> _TASK INSTRUCTIONS_:
For every entry below, give it back exactly and leave out any image.

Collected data
- - -
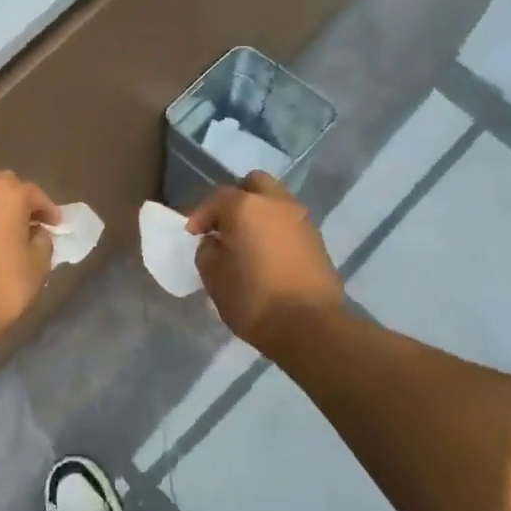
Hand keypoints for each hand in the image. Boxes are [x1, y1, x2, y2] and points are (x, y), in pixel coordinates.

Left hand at [0, 171, 60, 335]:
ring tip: (11, 232)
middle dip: (20, 201)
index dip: (48, 210)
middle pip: (5, 186)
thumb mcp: (39, 263)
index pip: (34, 193)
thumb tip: (36, 233)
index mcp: (6, 192)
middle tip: (33, 223)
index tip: (57, 226)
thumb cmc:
- - -
> _RESPONSE TO THIS EXERCISE_:
Hand keypoints for each hand in the image. Boxes are [x1, y1, x2, y2] and points are (x, y), in pixel coordinates.

Left hand at [0, 171, 60, 335]:
ring tip: (11, 232)
middle dip: (20, 201)
index dip: (48, 210)
middle pip: (5, 186)
thumb mcp: (39, 263)
index pip: (34, 193)
thumb tip: (36, 233)
index mcp: (6, 192)
middle tip: (33, 223)
index tip: (57, 226)
thumb cmc:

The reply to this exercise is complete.